* **AIM OF THE EXERCISE**:
Copy every line in the records below that contains the word "dead".

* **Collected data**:
Segment Open
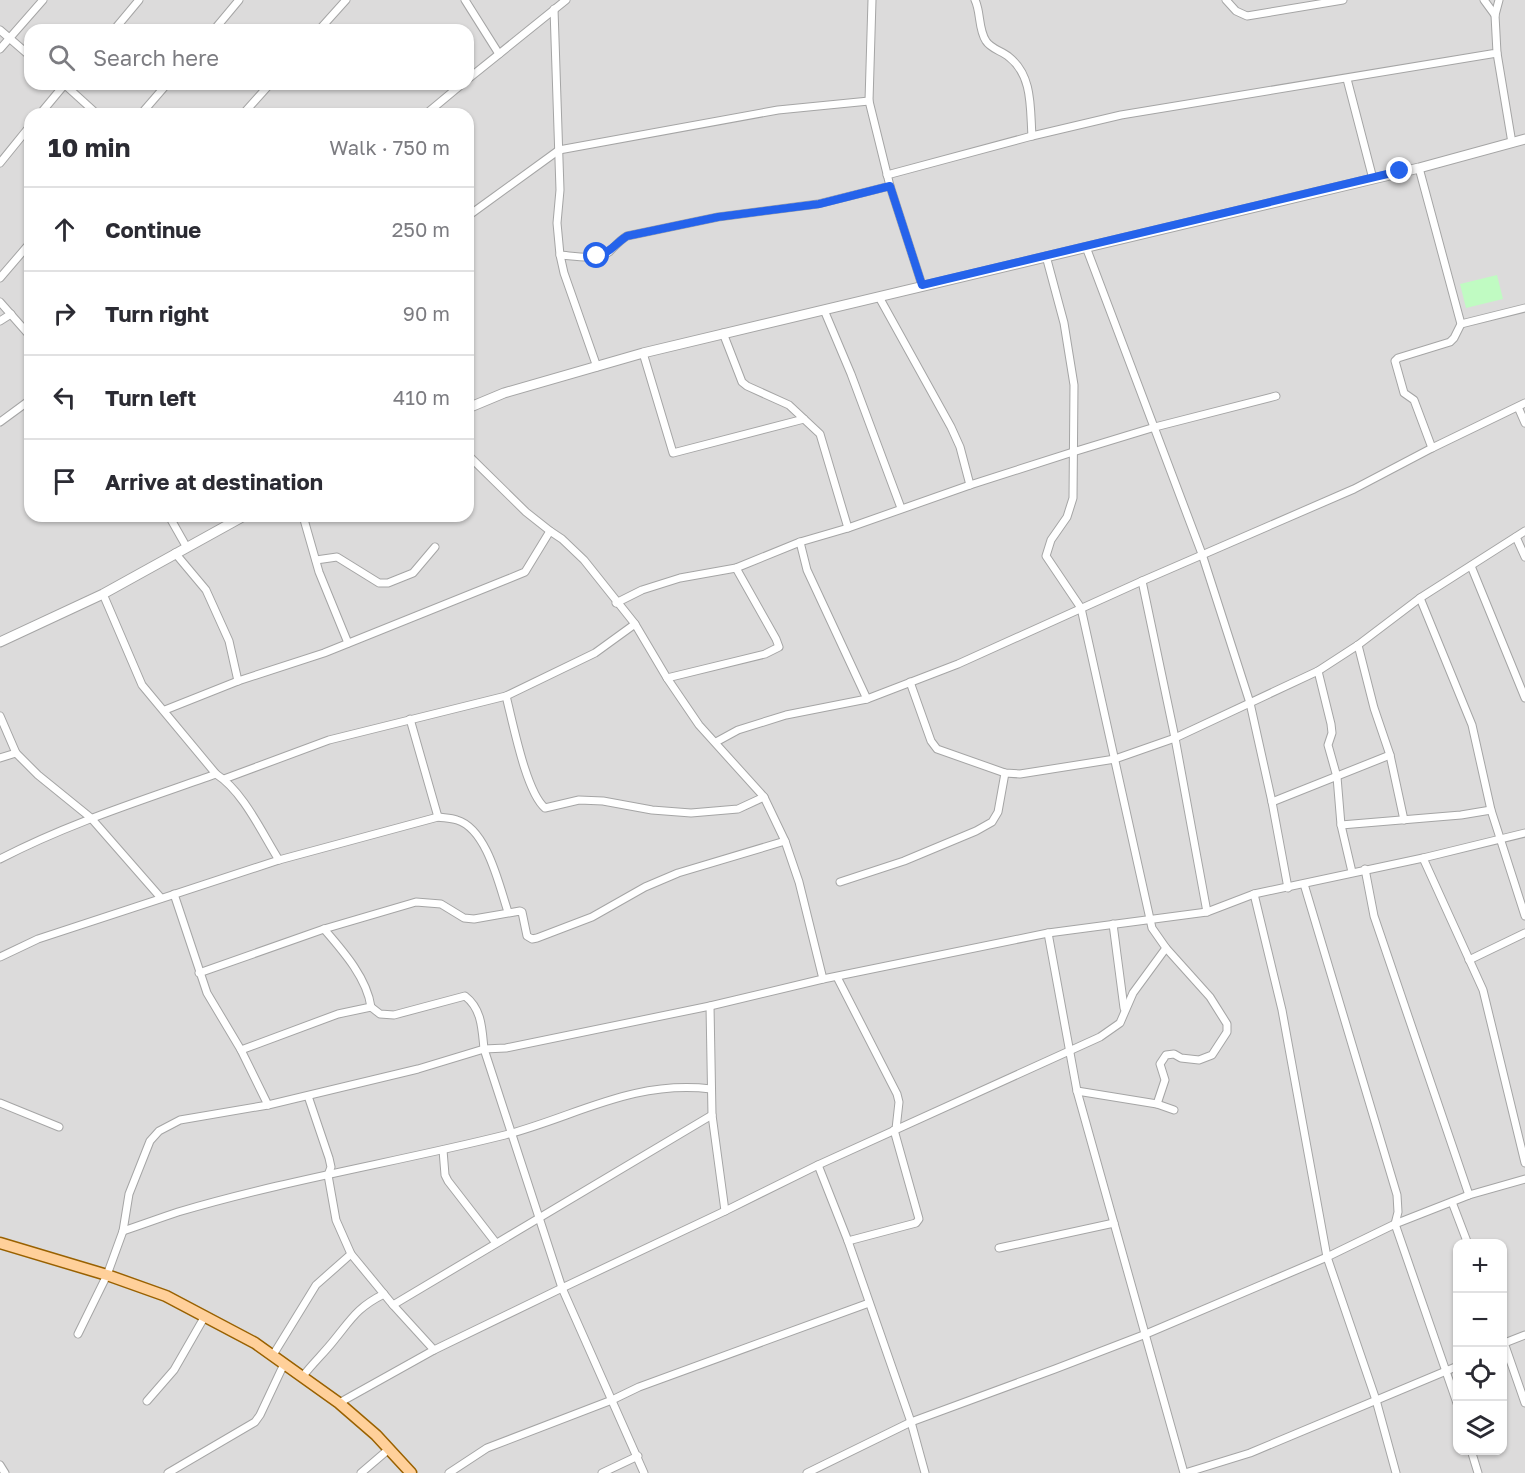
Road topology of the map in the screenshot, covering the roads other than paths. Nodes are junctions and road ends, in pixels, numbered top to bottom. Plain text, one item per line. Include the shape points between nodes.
1 (43, 0) edge
2 (139, 0) edge
3 (240, 0) edge
4 (346, 0) edge
5 (465, 0) edge
6 (566, 0) edge
7 (872, 0) edge
8 (977, 0) edge
9 (1226, 0) edge
10 (1343, 0) edge
11 (1484, 0) edge
12 (1499, 0) edge
13 (554, 9) junction
14 (1495, 15) junction
15 (119, 24) edge
16 (219, 24) edge
17 (324, 24) edge
18 (0, 30) edge
19 (9, 38) junction
20 (0, 49) edge
21 (24, 51) edge
22 (1497, 53) junction
23 (499, 54) junction
24 (474, 74) edge
25 (1347, 79) junction
26 (59, 90) edge
27 (71, 90) edge
28 (162, 90) edge
29 (265, 90) edge
30 (455, 90) edge
31 (868, 101) junction
32 (45, 108) edge
33 (90, 108) edge
34 (146, 108) edge
35 (248, 108) edge
36 (433, 108) edge
37 (24, 133) edge
38 (1032, 136) junction
39 (1525, 139) edge
40 (1512, 143) junction
41 (560, 150) junction
42 (0, 163) edge
43 (1419, 168) junction
44 (887, 175) junction
45 (1373, 179) junction
46 (890, 186) junction
47 (474, 212) edge
48 (1086, 247) junction
49 (24, 250) edge
50 (560, 255) junction
51 (1046, 256) junction
52 (0, 278) edge
53 (922, 285) junction
54 (879, 297) junction
55 (0, 302) edge
56 (1525, 308) edge
57 (824, 310) junction
58 (10, 314) junction
59 (0, 321) edge
60 (1461, 324) junction
61 (24, 329) edge
62 (723, 333) junction
63 (644, 353) junction
64 (597, 367) junction
65 (1276, 396) dead end
66 (24, 404) edge
67 (1522, 405) edge
68 (474, 406) edge
69 (804, 419) junction
70 (0, 422) edge
71 (1525, 423) edge
72 (1155, 427) junction
73 (1432, 448) junction
74 (1072, 452) junction
75 (474, 461) edge
76 (970, 484) junction
77 (901, 508) junction
78 (172, 522) edge
79 (232, 522) edge
80 (305, 522) edge
81 (848, 528) junction
82 (550, 531) junction
83 (1525, 531) edge
84 (1516, 537) junction
85 (800, 542) junction
86 (186, 546) junction
87 (435, 547) dead end
88 (175, 553) junction
89 (1202, 554) junction
90 (1525, 557) edge
91 (316, 560) junction
92 (1471, 566) junction
93 (735, 568) junction
94 (1142, 580) junction
95 (103, 594) junction
96 (1420, 597) junction
97 (616, 603) junction
98 (1080, 608) junction
99 (635, 624) junction
100 (0, 642) edge
101 (348, 643) junction
102 (1358, 645) junction
103 (1318, 671) junction
104 (667, 678) junction
105 (238, 681) junction
106 (910, 682) junction
107 (506, 696) junction
108 (1525, 698) edge
109 (867, 699) junction
110 (1250, 703) junction
111 (165, 710) junction
112 (0, 716) edge
113 (410, 719) junction
114 (1175, 738) junction
115 (716, 742) junction
116 (16, 753) junction
117 (1390, 755) junction
118 (0, 758) edge
119 (1115, 759) junction
120 (1005, 773) junction
121 (216, 774) junction
122 (1336, 777) junction
123 (224, 779) junction
124 (764, 797) junction
125 (1272, 802) junction
126 (1491, 810) junction
127 (438, 817) junction
128 (91, 818) junction
129 (1404, 820) junction
130 (1341, 825) junction
131 (1525, 833) edge
132 (1500, 839) junction
133 (785, 841) junction
134 (1423, 858) junction
135 (0, 859) edge
136 (279, 860) junction
137 (1365, 869) junction
138 (1352, 872) junction
139 (840, 882) dead end
140 (1304, 885) junction
141 (1287, 888) junction
142 (174, 894) junction
143 (1254, 894) junction
144 (161, 898) junction
145 (508, 912) junction
146 (1207, 912) junction
147 (1525, 916) edge
148 (1150, 921) junction
149 (1113, 924) junction
150 (324, 929) junction
151 (1048, 933) junction
152 (1525, 933) edge
153 (1166, 948) junction
154 (0, 957) edge
155 (1469, 960) junction
156 (199, 973) junction
157 (837, 977) junction
158 (823, 980) junction
159 (710, 1006) junction
160 (371, 1007) junction
161 (1124, 1010) junction
162 (484, 1048) junction
163 (241, 1050) junction
164 (1070, 1052) junction
165 (711, 1089) junction
166 (1077, 1091) junction
167 (308, 1096) junction
168 (0, 1103) edge
169 (1157, 1104) junction
170 (268, 1105) junction
171 (1174, 1110) dead end
172 (712, 1115) junction
173 (59, 1127) dead end
174 (895, 1130) junction
175 (512, 1133) junction
176 (443, 1150) junction
177 (1525, 1163) edge
178 (818, 1165) junction
179 (328, 1174) junction
180 (1525, 1179) edge
181 (1469, 1195) junction
182 (1452, 1202) junction
183 (725, 1211) junction
184 (540, 1219) junction
185 (1114, 1222) junction
186 (1395, 1224) junction
187 (123, 1231) junction
188 (1466, 1239) edge
189 (848, 1241) junction
190 (0, 1243) edge
191 (496, 1243) junction
192 (999, 1248) dead end
193 (351, 1254) junction
194 (1327, 1257) junction
195 (107, 1275) junction
196 (562, 1288) junction
197 (384, 1294) junction
198 (869, 1303) junction
199 (393, 1305) junction
200 (205, 1316) junction
201 (78, 1334) dead end
202 (1146, 1334) junction
203 (1525, 1335) edge
204 (1507, 1340) edge
205 (1505, 1347) edge
206 (434, 1350) junction
207 (273, 1355) junction
208 (284, 1364) junction
209 (1453, 1368) edge
210 (1447, 1371) junction
211 (303, 1376) junction
212 (612, 1400) junction
213 (1376, 1400) junction
214 (147, 1401) dead end
215 (1456, 1401) edge
216 (1525, 1403) edge
217 (339, 1404) junction
218 (911, 1422) junction
219 (389, 1449) junction
220 (1473, 1455) edge
221 (638, 1456) junction
222 (0, 1465) edge
223 (180, 1471) edge
224 (5, 1473) edge
225 (168, 1473) edge
226 (361, 1473) edge
227 (411, 1473) edge
228 (449, 1473) edge
229 (602, 1473) edge
230 (644, 1473) edge
231 (807, 1473) edge
232 (925, 1473) edge
233 (1185, 1473) edge
234 (1396, 1473) edge
235 (1478, 1473) edge

1 - 19 street
2 - 15 street
3 - 16 street
4 - 17 street
5 - 23 street
6 - 13 street
7 - 31 street
8 - 38 street via 984,39 1010,57 1024,75
9 - 10 street via 1247,16
11 - 14 street
12 - 14 street
13 - 23 street
13 - 41 street
14 - 22 street
18 - 19 street
19 - 20 street
19 - 21 street
22 - 25 street
22 - 40 street
23 - 24 street
25 - 38 street via 1121,115
25 - 45 street
26 - 32 street
27 - 33 street
28 - 34 street
29 - 35 street
30 - 36 street
31 - 41 street via 778,110
31 - 44 street
37 - 42 street
38 - 44 street
39 - 40 street
40 - 43 street
41 - 47 street
41 - 50 street
43 - 45 street
43 - 60 street
44 - 46 street
45 - 48 street
46 - 50 street via 819,204 718,217 627,236 597,256
46 - 53 street
48 - 51 street
48 - 72 street
49 - 52 street
50 - 64 street
51 - 53 street
51 - 74 street via 1064,323 1074,384
53 - 54 street
54 - 57 street
54 - 76 street via 951,427
55 - 58 street
56 - 60 street
57 - 62 street
57 - 77 street
58 - 59 street
58 - 61 street
60 - 73 street via 1450,342 1395,361 1404,393 1414,400
62 - 63 street
62 - 69 street via 742,382 789,405
63 - 64 street
63 - 69 street via 674,453
64 - 68 street
65 - 72 street
66 - 70 street
67 - 71 street
67 - 73 street
69 - 81 street via 820,434
72 - 74 street
72 - 89 street
73 - 89 street via 1354,489
74 - 76 street
74 - 98 street via 1070,508 1046,556
75 - 82 street
76 - 77 street
77 - 81 street
78 - 86 street
79 - 86 street
80 - 91 street
81 - 85 street
82 - 97 street via 584,560
82 - 101 street via 525,572
83 - 84 street
84 - 90 street
84 - 92 street
85 - 93 street
85 - 109 street via 807,570
86 - 88 street
87 - 91 street via 413,573 388,584 379,583 337,557
88 - 95 street
88 - 105 street via 206,590 229,641
89 - 94 street
89 - 110 street
91 - 101 street
92 - 96 street
92 - 108 street
93 - 97 street via 680,578
93 - 104 street via 779,647 765,654
94 - 98 street
94 - 114 street
95 - 100 street
95 - 111 street via 142,684
96 - 102 street
96 - 126 street via 1472,725
97 - 99 street
98 - 106 street
98 - 119 street
99 - 104 street
99 - 107 street via 595,653
101 - 105 street
102 - 103 street
102 - 117 street
103 - 110 street
103 - 122 street via 1332,733 1328,745
104 - 115 street via 699,725
105 - 111 street
106 - 109 street
106 - 120 street via 937,749
107 - 113 street
107 - 124 street via 526,771 538,802 545,808 579,800 691,813 738,809
109 - 115 street via 786,715 738,730
110 - 114 street
110 - 125 street
111 - 121 street
112 - 116 street
113 - 123 street via 329,740
113 - 127 street
114 - 119 street
114 - 146 street
115 - 124 street
116 - 118 street
116 - 128 street
117 - 122 street
117 - 129 street
119 - 120 street via 1041,772
119 - 148 street
120 - 139 street via 998,812 992,822 904,861
121 - 123 street
121 - 128 street
122 - 125 street
122 - 130 street
123 - 136 street via 237,792
124 - 133 street
125 - 141 street
126 - 129 street
126 - 132 street
127 - 136 street
127 - 145 street via 459,820 473,831 484,846
128 - 135 street
128 - 144 street
129 - 130 street
130 - 138 street
131 - 132 street
132 - 134 street
132 - 147 street
133 - 145 street via 678,873 592,917 537,938 527,936 522,912
133 - 158 street
134 - 137 street
134 - 155 street
136 - 142 street
137 - 138 street
137 - 181 street via 1374,916
138 - 140 street
140 - 141 street
140 - 186 street via 1397,1194
141 - 143 street
142 - 144 street
142 - 156 street
143 - 146 street
143 - 194 street via 1282,1010
144 - 154 street via 38,939
145 - 150 street via 464,918 441,904 416,902
146 - 148 street
148 - 149 street
148 - 153 street
149 - 151 street
149 - 161 street
150 - 156 street
150 - 160 street via 361,980
151 - 157 street
151 - 164 street
152 - 155 street
153 - 161 street
153 - 169 street via 1210,997 1227,1024 1227,1032 1212,1055 1199,1060 1166,1055 1160,1064 1165,1080
155 - 177 street via 1483,990
156 - 163 street
157 - 158 street
157 - 174 street via 897,1094
158 - 159 street
159 - 162 street via 506,1048
159 - 165 street
160 - 162 street via 380,1014 394,1015 465,996 476,1006
160 - 163 street via 338,1014
161 - 164 street via 1116,1027
162 - 167 street
162 - 175 street
163 - 170 street
164 - 166 street
164 - 174 street
165 - 172 street
165 - 175 street via 659,1088 599,1102
166 - 169 street
166 - 185 street
167 - 170 street
167 - 179 street via 329,1158
168 - 173 street
169 - 171 street
170 - 187 street via 180,1120 159,1131 150,1141 129,1194
172 - 183 street
172 - 184 street
174 - 178 street
174 - 189 street via 918,1222
175 - 176 street
175 - 184 street
176 - 179 street
176 - 191 street via 445,1175
178 - 183 street
178 - 189 street
179 - 187 street via 179,1212
179 - 193 street via 336,1220
180 - 181 street
181 - 182 street
182 - 186 street
182 - 188 street
183 - 196 street
184 - 191 street
184 - 196 street
185 - 192 street
185 - 202 street
186 - 194 street
186 - 210 street
187 - 195 street
189 - 198 street
190 - 195 main road
191 - 199 street
193 - 197 street
193 - 207 street via 316,1285
194 - 202 street
194 - 213 street
195 - 200 main road via 166,1296
195 - 201 street
196 - 206 street
196 - 212 street
197 - 199 street
197 - 211 street via 349,1319
198 - 212 street
198 - 218 street
199 - 206 street
200 - 207 main road
200 - 214 street via 174,1371
202 - 218 street
202 - 233 street
203 - 204 street
205 - 216 street
206 - 217 street
207 - 208 main road
208 - 211 main road
208 - 223 street via 255,1422
209 - 210 street
210 - 213 street
210 - 215 street
211 - 217 main road
212 - 221 street
212 - 228 street via 487,1448
213 - 233 street via 1250,1453
213 - 234 street
217 - 219 main road
218 - 231 street
218 - 232 street
219 - 226 street
219 - 227 main road
220 - 235 street
221 - 229 street
221 - 230 street
222 - 224 street
223 - 225 street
Segment Closed
* **RESPONSE TO THIS EXERCISE**:
65 (1276, 396) dead end
87 (435, 547) dead end
139 (840, 882) dead end
171 (1174, 1110) dead end
173 (59, 1127) dead end
192 (999, 1248) dead end
201 (78, 1334) dead end
214 (147, 1401) dead end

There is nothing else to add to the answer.